The IB 1964 Texan is a pretty good budget-priced ($400) acoustic. Though it shares some specs with the J160e, it is braced like the well-regarded Epiphone Masterbilt AJ-500M. Its bracing is also different from a Beatles-era Texan, and its neck is wider. Look for a used Paul McCartney 1964 Texan (with adjustable saddle) if you want a ’60s-spec model.

What is amazing, is how many of the early recordings were done with the J-160 (plugged in to a Vox AC-30) and not the iconic black Rickenbacker (in John’s case anyway). The J-160e was primarily a jumbo electric guitar with the single-coil P-90 pickup. It’s actually not much of an acoustic guitar at all with its laminated, ladder-braced top and adjustable bridge (the saddle on their J-160’s was ceramic) and that material gave the guitar a signature “ping” sound which can be heard in many of the songs and contributes to the “sound” most people associate with the Bealtles’ J-160’s.

Many of the songs on the LP “Meet the Beatles” were done with John playing rhythm on the J-160 (“I Want to Hold Your Hand” “Till There was You” for instance). Also, the recordings of “She Loves You”; Please, Please Me: ‘From Me to You” saw John using the J-160 on rhythm. In the studio, John and George often had the guitars plugged in to a Vox amp and had the guitars mic’d with expensive Neumann mics. This combination of P-90 pickup and high quality mics gave them that “sound” that you’re searching for. Actually, the J-160e appeared on more Beatle recordings than any other of their guitars—-from “Meet the Beatles” through at least “Sgt. Peppers”. John continued using the J-160e through his solo years.

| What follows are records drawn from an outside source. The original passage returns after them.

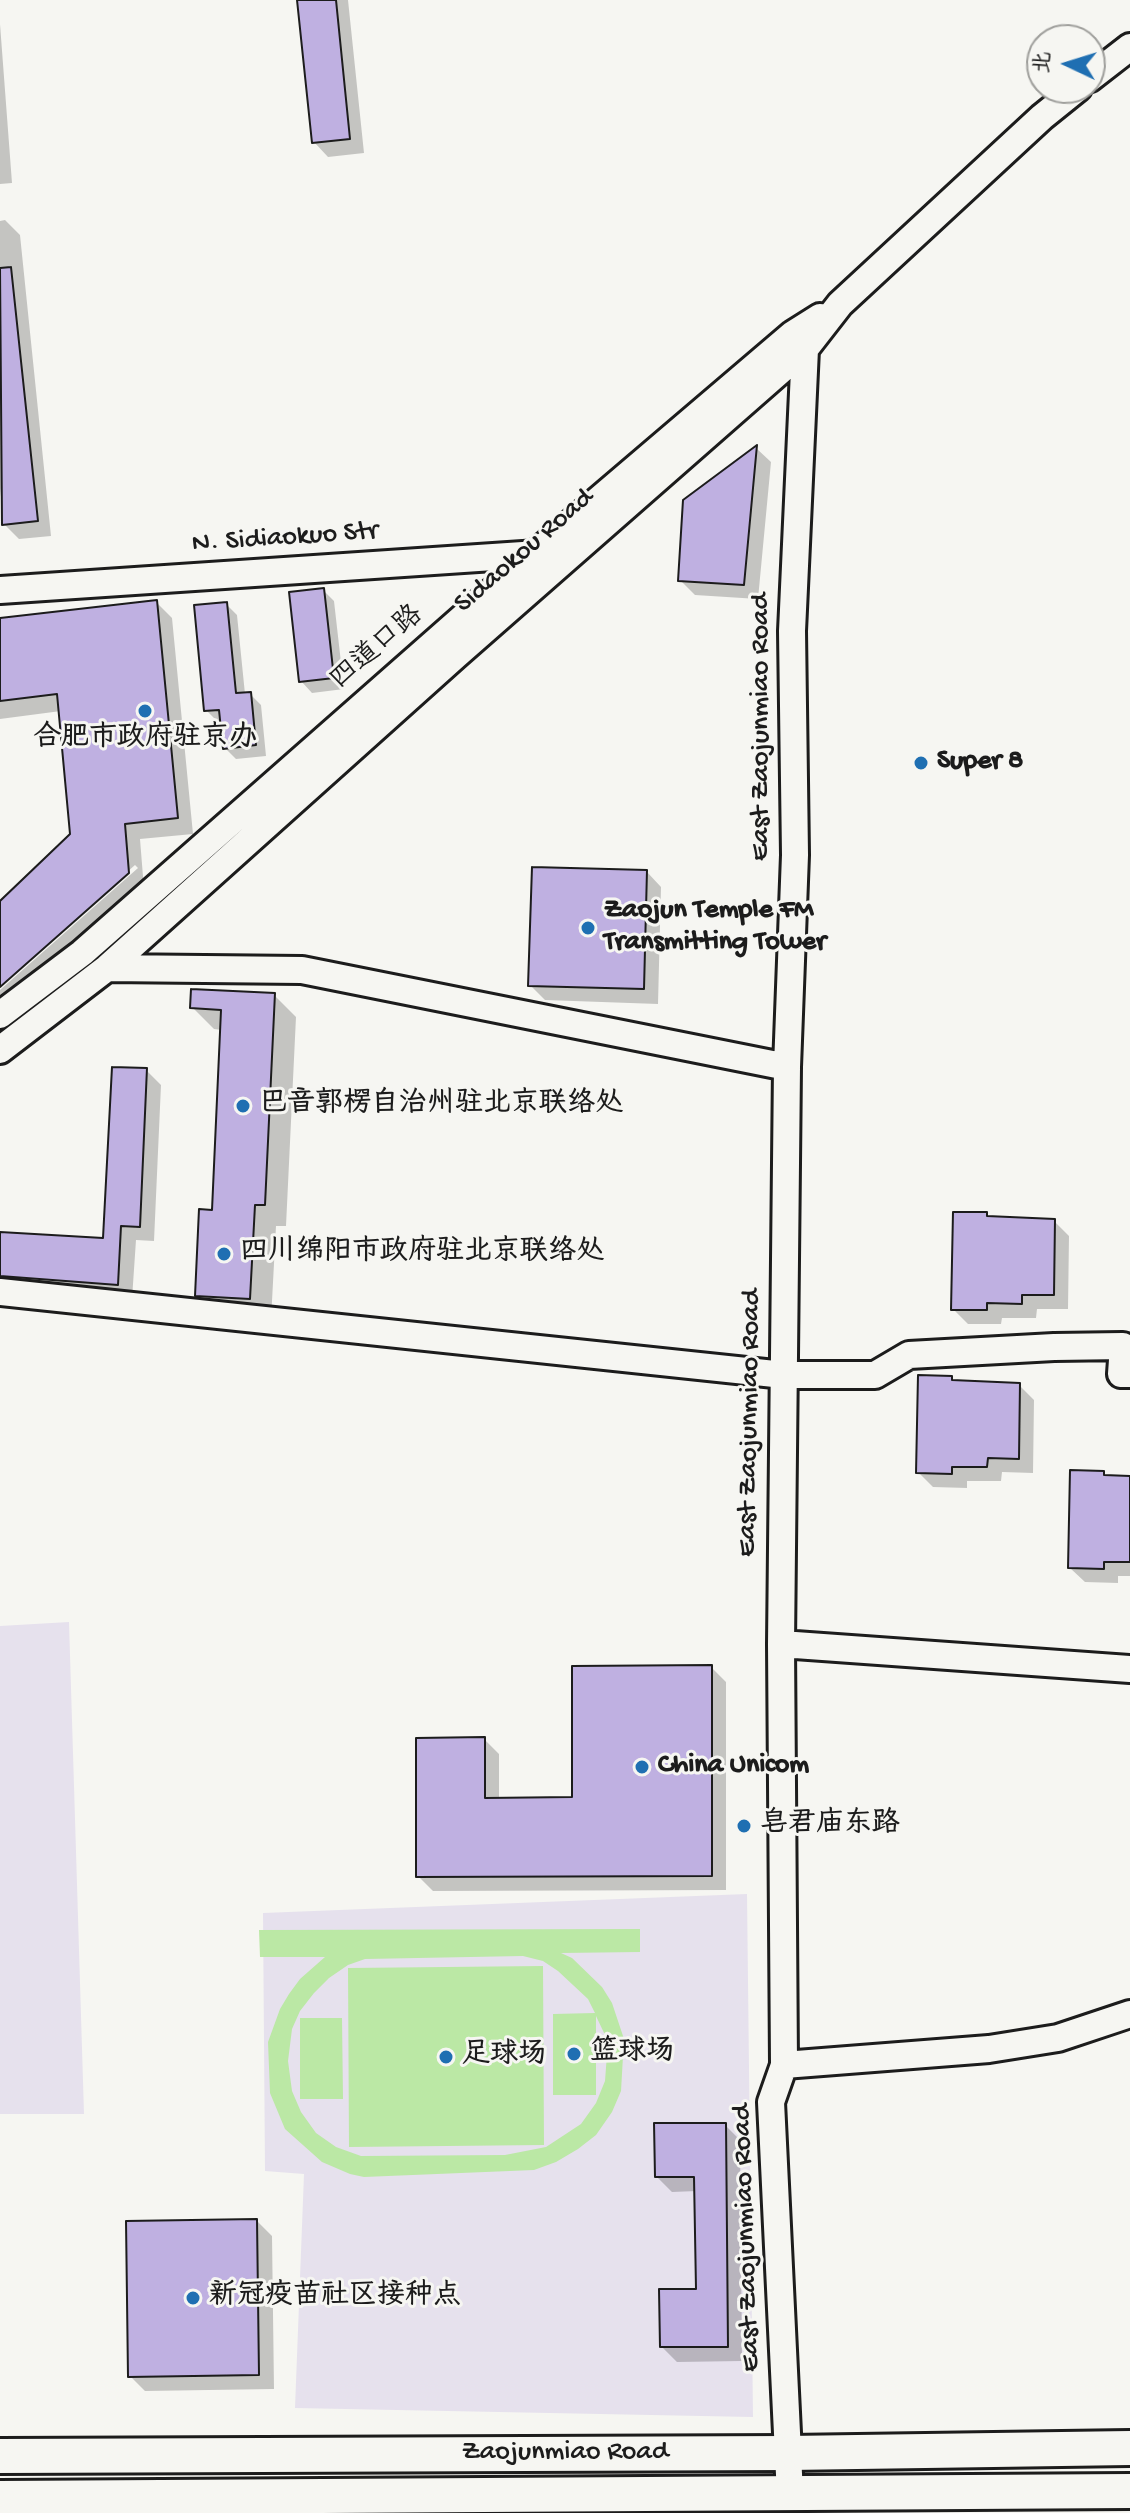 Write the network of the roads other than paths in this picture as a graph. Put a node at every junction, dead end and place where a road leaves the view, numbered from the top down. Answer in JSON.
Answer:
{"nodes":[{"id":1,"x":1130,"y":47,"type":"edge"},
{"id":2,"x":1106,"y":66,"type":"edge"},
{"id":3,"x":1058,"y":104,"type":"edge"},
{"id":4,"x":840,"y":304,"type":"junction"},
{"id":5,"x":805,"y":349,"type":"junction"},
{"id":6,"x":574,"y":553,"type":"junction"},
{"id":7,"x":535,"y":554,"type":"junction"},
{"id":8,"x":0,"y":590,"type":"edge"},
{"id":9,"x":107,"y":968,"type":"junction"},
{"id":10,"x":0,"y":1015,"type":"edge"},
{"id":11,"x":0,"y":1050,"type":"edge"},
{"id":12,"x":787,"y":1067,"type":"junction"},
{"id":13,"x":0,"y":1292,"type":"edge"},
{"id":14,"x":1130,"y":1374,"type":"edge"},
{"id":15,"x":784,"y":1375,"type":"junction"},
{"id":16,"x":781,"y":1644,"type":"junction"},
{"id":17,"x":1130,"y":1669,"type":"edge"},
{"id":18,"x":1130,"y":2014,"type":"edge"},
{"id":19,"x":784,"y":2065,"type":"junction"},
{"id":20,"x":1130,"y":2448,"type":"edge"},
{"id":21,"x":789,"y":2453,"type":"junction"},
{"id":22,"x":0,"y":2456,"type":"edge"},
{"id":23,"x":1130,"y":2491,"type":"edge"},
{"id":24,"x":790,"y":2495,"type":"junction"},
{"id":25,"x":0,"y":2498,"type":"edge"},
{"id":26,"x":237,"y":2505,"type":"edge"}],
"edges":[{"from":1,"to":2,"type":"street"},
{"from":3,"to":4,"type":"street","name":"Sidaokou Road"},
{"from":4,"to":5,"type":"street","name":"Sidaokou Road"},
{"from":4,"to":7,"type":"street","name":"四道口路"},
{"from":5,"to":6,"type":"street","name":"Sidaokou Road"},
{"from":5,"to":12,"type":"street","name":"East Zaojunmiao Road"},
{"from":6,"to":7,"type":"street","name":"N. Sidiaokuo Str"},
{"from":6,"to":9,"type":"street","name":"Sidaokou Road"},
{"from":7,"to":8,"type":"street","name":"N. Sidiaokuo Str"},
{"from":7,"to":10,"type":"street","name":"四道口路"},
{"from":9,"to":11,"type":"street","name":"Sidaokou Road"},
{"from":9,"to":12,"type":"street"},
{"from":12,"to":15,"type":"street","name":"East Zaojunmiao Road"},
{"from":13,"to":15,"type":"street"},
{"from":14,"to":15,"type":"street"},
{"from":15,"to":16,"type":"street","name":"East Zaojunmiao Road"},
{"from":16,"to":17,"type":"street"},
{"from":16,"to":19,"type":"street","name":"East Zaojunmiao Road"},
{"from":18,"to":19,"type":"street"},
{"from":19,"to":21,"type":"street","name":"East Zaojunmiao Road"},
{"from":20,"to":21,"type":"main road","name":"Zaojunmiao Road"},
{"from":21,"to":22,"type":"main road","name":"Zaojunmiao Road"},
{"from":21,"to":24,"type":"street","name":"East Zaojunmiao Road"},
{"from":23,"to":24,"type":"main road","name":"Zaojunmiao Road"},
{"from":24,"to":26,"type":"main road","name":"Zaojunmiao Road"},
{"from":25,"to":26,"type":"main road","name":"Zaojunmiao Road"}]} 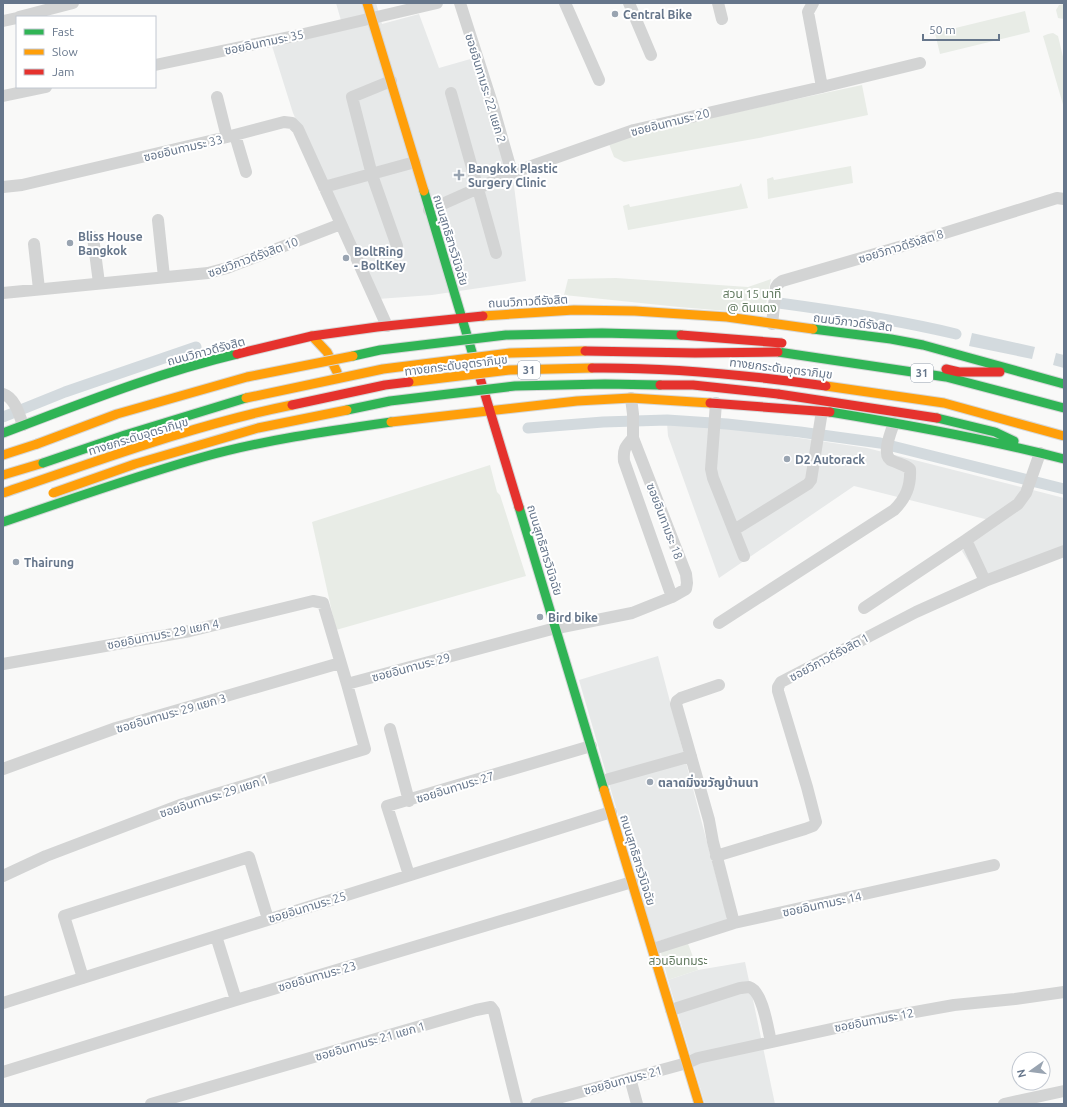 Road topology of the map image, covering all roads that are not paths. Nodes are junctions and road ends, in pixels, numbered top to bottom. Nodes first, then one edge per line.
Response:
1 (73, 3) edge
2 (367, 3) edge
3 (437, 3) edge
4 (460, 3) edge
5 (565, 3) edge
6 (629, 3) edge
7 (718, 3) edge
8 (813, 3) edge
9 (22, 16) edge
10 (16, 18) edge
11 (372, 18) junction
12 (722, 19) dead end
13 (3, 21) edge
14 (651, 55) dead end
15 (920, 63) dead end
16 (156, 65) edge
17 (598, 80) dead end
18 (391, 81) junction
19 (822, 87) junction
20 (41, 88) edge
21 (451, 93) dead end
22 (3, 96) edge
23 (217, 97) dead end
24 (231, 136) junction
25 (415, 162) junction
26 (246, 172) dead end
27 (512, 173) junction
28 (372, 175) junction
29 (3, 187) edge
30 (324, 187) junction
31 (478, 188) junction
32 (1064, 199) edge
33 (429, 210) junction
34 (158, 220) dead end
35 (341, 224) junction
36 (93, 237) dead end
37 (34, 244) dead end
38 (397, 246) dead end
39 (496, 253) dead end
40 (164, 278) junction
41 (99, 283) junction
42 (39, 289) junction
43 (3, 293) edge
44 (574, 310) junction
45 (635, 312) junction
46 (462, 317) junction
47 (772, 324) junction
48 (382, 326) junction
49 (312, 336) junction
50 (786, 344) dead end
51 (859, 355) dead end
52 (748, 362) dead end
53 (1023, 372) junction
54 (1063, 384) edge
55 (3, 394) edge
56 (634, 399) junction
57 (577, 401) junction
58 (716, 403) junction
59 (1064, 408) edge
60 (490, 410) junction
61 (822, 411) junction
62 (20, 417) junction
63 (401, 420) junction
64 (894, 423) junction
65 (337, 430) junction
66 (1064, 432) edge
67 (3, 433) edge
68 (1064, 436) edge
69 (633, 438) junction
70 (1039, 452) junction
71 (3, 455) edge
72 (1064, 459) edge
73 (3, 476) edge
74 (3, 493) edge
75 (49, 494) dead end
76 (3, 522) edge
77 (734, 530) junction
78 (966, 540) junction
79 (1064, 551) edge
80 (744, 556) dead end
81 (985, 581) junction
82 (672, 597) junction
83 (864, 608) dead end
84 (718, 623) dead end
85 (557, 629) junction
86 (340, 663) junction
87 (3, 664) edge
88 (347, 684) junction
89 (719, 684) dead end
90 (390, 729) dead end
91 (591, 746) junction
92 (691, 756) junction
93 (3, 769) edge
94 (602, 781) junction
95 (409, 801) junction
96 (611, 812) junction
97 (716, 856) junction
98 (994, 865) dead end
99 (409, 875) junction
100 (3, 876) edge
101 (632, 882) junction
102 (268, 919) junction
103 (734, 923) junction
104 (216, 936) junction
105 (653, 949) junction
106 (83, 978) junction
107 (1064, 992) edge
108 (236, 1000) junction
109 (3, 1003) edge
110 (671, 1010) junction
111 (771, 1042) junction
112 (687, 1063) junction
113 (3, 1072) edge
114 (630, 1078) junction
115 (1064, 1091) edge
116 (152, 1104) edge
117 (517, 1104) edge
118 (536, 1104) edge
119 (637, 1104) edge
120 (699, 1104) edge
121 (1007, 1104) edge

1 - 9 street
2 - 11 main road, ถนนสุทธิสารวินิจฉัย
3 - 11 street, ซอยอินทามระ 35
4 - 27 street, ซอยอินทามระ 22 แยก 2
5 - 17 street
6 - 14 street
7 - 12 street
8 - 19 street
10 - 13 street
11 - 16 street, ซอยอินทามระ 35
11 - 18 main road, ถนนสุทธิสารวินิจฉัย
15 - 19 street, ซอยอินทามระ 20
18 - 25 main road, ถนนสุทธิสารวินิจฉัย
18 - 28 street
19 - 27 street, ซอยอินทามระ 20
20 - 22 street
21 - 31 street
23 - 24 street
24 - 26 street
24 - 29 street, ซอยอินทามระ 33
24 - 30 street, ซอยอินทามระ 33
25 - 28 street
25 - 33 main road, ถนนสุทธิสารวินิจฉัย
27 - 31 street, ซอยอินทามระ 20
28 - 30 street
28 - 38 street
30 - 35 street, ซอยอินทามระ 33
31 - 33 street, ซอยอินทามระ 20
31 - 39 street
32 - 47 street, ซอยวิภาวดีรังสิต 8
33 - 46 main road, ถนนสุทธิสารวินิจฉัย
34 - 40 street
35 - 40 street, ซอยวิภาวดีรังสิต 10
35 - 48 street
36 - 41 street
37 - 42 street
40 - 41 street, ซอยวิภาวดีรังสิต 10
41 - 42 street, ซอยวิภาวดีรังสิต 10
42 - 43 street, ซอยวิภาวดีรังสิต 10
44 - 45 main road, ถนนวิภาวดีรังสิต / 31
44 - 46 main road, ถนนวิภาวดีรังสิต / 31
44 - 57 main road
45 - 47 main road, ถนนวิภาวดีรังสิต / 31
45 - 56 main road
46 - 48 main road, ถนนวิภาวดีรังสิต / 31
46 - 60 main road, ถนนสุทธิสารวินิจฉัย
47 - 53 main road, ถนนวิภาวดีรังสิต / 31
48 - 49 main road, ถนนวิภาวดีรังสิต / 31
48 - 63 main road
49 - 62 main road, ถนนวิภาวดีรังสิต / 31
49 - 65 main road
50 - 71 main road, bridge
51 - 53 main road, 31
52 - 73 main road, ทางยกระดับอุตราภิมุข / 31, bridge
53 - 54 main road, ถนนวิภาวดีรังสิต / 31
55 - 62 street
56 - 57 main road, 31
56 - 58 main road, 31
56 - 69 street, ซอยอินทามระ 18
57 - 60 main road, 31
58 - 61 main road, 31
58 - 77 street
59 - 73 main road, 31, bridge
60 - 63 main road, 31
60 - 85 main road, ถนนสุทธิสารวินิจฉัย
61 - 64 main road, 31
61 - 77 street
62 - 67 main road, ถนนวิภาวดีรังสิต / 31
63 - 65 main road, 31
64 - 70 main road, 31
64 - 84 street
65 - 76 main road, 31
66 - 74 main road, 31, bridge
68 - 74 main road, ทางยกระดับอุตราภิมุข / 31, bridge
69 - 82 street, ซอยอินทามระ 18
69 - 82 street, ซอยอินทามระ 18
70 - 72 main road, 31
70 - 75 main road, 31, bridge
70 - 78 street
77 - 80 street
78 - 81 street
78 - 83 street
79 - 81 street, ซอยวิภาวดีรังสิต 1
81 - 97 street, ซอยวิภาวดีรังสิต 1
82 - 85 street, ซอยอินทามระ 18
85 - 88 street, ซอยอินทามระ 29
85 - 91 main road, ถนนสุทธิสารวินิจฉัย
86 - 87 street, ซอยอินทามระ 29 แยก 4
86 - 88 street
86 - 93 street, ซอยอินทามระ 29 แยก 3
88 - 100 street, ซอยอินทามระ 29 แยก 1
89 - 92 street
90 - 95 street
91 - 94 main road, ถนนสุทธิสารวินิจฉัย
91 - 95 street, ซอยอินทามระ 27
92 - 94 street
92 - 97 street
94 - 96 main road, ถนนสุทธิสารวินิจฉัย
95 - 99 street, ซอยอินทามระ 27
96 - 99 street, ซอยอินทามระ 25
96 - 101 main road, ถนนสุทธิสารวินิจฉัย
97 - 103 street
98 - 103 street, ซอยอินทามระ 14
99 - 102 street, ซอยอินทามระ 25
101 - 105 main road, ถนนสุทธิสารวินิจฉัย
101 - 108 street, ซอยอินทามระ 23
102 - 104 street, ซอยอินทามระ 25
102 - 106 street
103 - 105 street, ซอยอินทามระ 14
104 - 106 street, ซอยอินทามระ 25
104 - 108 street
105 - 110 main road, ถนนสุทธิสารวินิจฉัย
106 - 109 street, ซอยอินทามระ 25
107 - 111 street, ซอยอินทามระ 12
108 - 113 street, ซอยอินทามระ 23
110 - 111 street
110 - 112 main road, ถนนสุทธิสารวินิจฉัย
111 - 112 street, ซอยอินทามระ 12
112 - 114 street, ซอยอินทามระ 21
112 - 120 main road, ถนนสุทธิสารวินิจฉัย
114 - 118 street, ซอยอินทามระ 21
114 - 119 street
115 - 121 street
116 - 117 street, ซอยอินทามระ 21 แยก 1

Electrified guitars were the norm by the early ’50s, but a true flattop acoustic guitar with a pickup had yet to be produced. Gibson introduced the CF-100E in 1951, which was an electrified version of the CF-100, introduced shortly before. The CF-100E featured one single-coil pickup mounted at the bottom of the fretboard—a far cry in design from the acoustic/electric guitars of today. Both models had a small body and sharp Florentine cutaway, but were discontinued in 1958, as they were not very popular.